O Estado de S. Paulo
Chance de restaurar a responsabilidade
fiscal em curto prazo foi para o espaço
A Proposta de Emenda à Constituição (PEC)
n.º 23, de autoria do governo federal, propõe o calote dos precatórios. Sem a
manobra, o governo argumenta que o teto de gastos seria rompido. Na verdade, a
PEC é o verdadeiro “meteoro” a explodir o teto e, com ele, a credibilidade que
ainda restasse da política fiscal.
Em março de 2021, a PEC Emergencial
prometeu “resolver” a suposta impossibilidade de acionar os gatilhos do teto.

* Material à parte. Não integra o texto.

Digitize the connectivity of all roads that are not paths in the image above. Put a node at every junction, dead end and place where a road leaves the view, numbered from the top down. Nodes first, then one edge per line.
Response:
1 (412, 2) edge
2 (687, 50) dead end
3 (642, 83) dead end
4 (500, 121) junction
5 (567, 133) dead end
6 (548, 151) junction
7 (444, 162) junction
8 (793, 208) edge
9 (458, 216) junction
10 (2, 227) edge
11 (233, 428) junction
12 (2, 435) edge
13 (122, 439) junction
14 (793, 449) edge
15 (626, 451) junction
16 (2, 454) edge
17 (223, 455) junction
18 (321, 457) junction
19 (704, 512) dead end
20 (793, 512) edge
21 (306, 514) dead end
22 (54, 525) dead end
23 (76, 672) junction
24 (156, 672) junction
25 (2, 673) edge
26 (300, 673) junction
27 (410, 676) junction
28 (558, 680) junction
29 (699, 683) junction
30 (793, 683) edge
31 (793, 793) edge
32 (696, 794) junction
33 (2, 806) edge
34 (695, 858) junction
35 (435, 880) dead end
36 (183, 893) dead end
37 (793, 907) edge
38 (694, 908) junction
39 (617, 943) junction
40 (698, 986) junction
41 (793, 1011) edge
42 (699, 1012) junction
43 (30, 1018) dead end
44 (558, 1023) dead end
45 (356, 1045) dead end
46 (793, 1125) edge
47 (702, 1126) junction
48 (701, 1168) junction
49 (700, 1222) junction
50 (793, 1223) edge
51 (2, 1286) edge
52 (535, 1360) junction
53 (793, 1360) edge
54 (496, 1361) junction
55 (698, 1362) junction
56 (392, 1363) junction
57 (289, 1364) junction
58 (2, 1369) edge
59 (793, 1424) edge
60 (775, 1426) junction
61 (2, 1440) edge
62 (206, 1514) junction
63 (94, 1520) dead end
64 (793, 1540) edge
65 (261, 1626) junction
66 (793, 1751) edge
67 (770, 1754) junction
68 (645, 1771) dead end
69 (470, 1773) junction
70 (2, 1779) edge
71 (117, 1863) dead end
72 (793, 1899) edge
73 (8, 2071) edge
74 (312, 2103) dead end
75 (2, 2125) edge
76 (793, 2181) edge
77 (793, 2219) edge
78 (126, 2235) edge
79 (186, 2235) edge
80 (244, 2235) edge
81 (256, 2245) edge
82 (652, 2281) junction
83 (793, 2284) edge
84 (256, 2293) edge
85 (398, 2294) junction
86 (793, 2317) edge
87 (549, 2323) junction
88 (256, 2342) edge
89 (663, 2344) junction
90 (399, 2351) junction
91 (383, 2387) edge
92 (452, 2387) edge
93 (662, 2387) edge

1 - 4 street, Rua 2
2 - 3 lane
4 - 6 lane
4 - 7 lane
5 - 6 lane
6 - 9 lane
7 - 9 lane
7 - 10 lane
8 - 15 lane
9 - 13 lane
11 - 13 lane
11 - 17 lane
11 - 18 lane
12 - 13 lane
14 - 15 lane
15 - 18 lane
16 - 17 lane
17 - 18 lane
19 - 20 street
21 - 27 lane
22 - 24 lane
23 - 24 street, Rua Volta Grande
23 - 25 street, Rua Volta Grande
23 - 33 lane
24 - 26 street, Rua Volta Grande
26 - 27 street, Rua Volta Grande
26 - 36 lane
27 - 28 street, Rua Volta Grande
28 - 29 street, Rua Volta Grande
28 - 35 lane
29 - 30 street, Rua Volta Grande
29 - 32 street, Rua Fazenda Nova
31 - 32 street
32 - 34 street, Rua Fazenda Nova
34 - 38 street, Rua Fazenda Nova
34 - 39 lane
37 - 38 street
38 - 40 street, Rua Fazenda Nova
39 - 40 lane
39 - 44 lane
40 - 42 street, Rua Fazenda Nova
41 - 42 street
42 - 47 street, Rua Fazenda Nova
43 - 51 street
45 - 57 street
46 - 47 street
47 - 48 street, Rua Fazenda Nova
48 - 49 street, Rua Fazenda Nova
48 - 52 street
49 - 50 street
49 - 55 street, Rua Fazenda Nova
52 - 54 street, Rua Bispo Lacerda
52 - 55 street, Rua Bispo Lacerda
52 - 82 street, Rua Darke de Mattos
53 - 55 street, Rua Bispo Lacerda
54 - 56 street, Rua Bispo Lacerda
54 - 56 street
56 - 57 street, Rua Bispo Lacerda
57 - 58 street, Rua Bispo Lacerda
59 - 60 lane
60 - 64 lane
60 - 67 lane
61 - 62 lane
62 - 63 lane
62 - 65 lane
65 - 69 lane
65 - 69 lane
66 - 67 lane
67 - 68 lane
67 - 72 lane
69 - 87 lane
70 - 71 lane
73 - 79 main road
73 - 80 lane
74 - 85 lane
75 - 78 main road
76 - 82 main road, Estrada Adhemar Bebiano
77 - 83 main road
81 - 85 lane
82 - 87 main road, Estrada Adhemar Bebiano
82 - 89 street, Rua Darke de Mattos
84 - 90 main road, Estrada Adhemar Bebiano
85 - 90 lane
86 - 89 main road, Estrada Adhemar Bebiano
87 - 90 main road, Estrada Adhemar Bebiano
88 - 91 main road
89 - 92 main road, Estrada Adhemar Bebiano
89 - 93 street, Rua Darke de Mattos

Essa trava constitucional foi fixada em 2016 para limitar a evolução da despesa
pública primária (sem contar os juros da dívida) à inflação. Ao ser rompida,
medidas automáticas de ajuste fiscal seriam acionadas (gatilhos).
Em 2019, dado o iminente estouro do teto, o
governo propôs a PEC Emergencial. Sob uma interpretação apressada – e errada –,
determinou que o mecanismo de acionamento dos gatilhos da regra do teto original
era inviável. Contudo, uma vez aplicado, teria barrado aumentos de despesas
acima da inflação, a exemplo do reajuste salarial dos militares.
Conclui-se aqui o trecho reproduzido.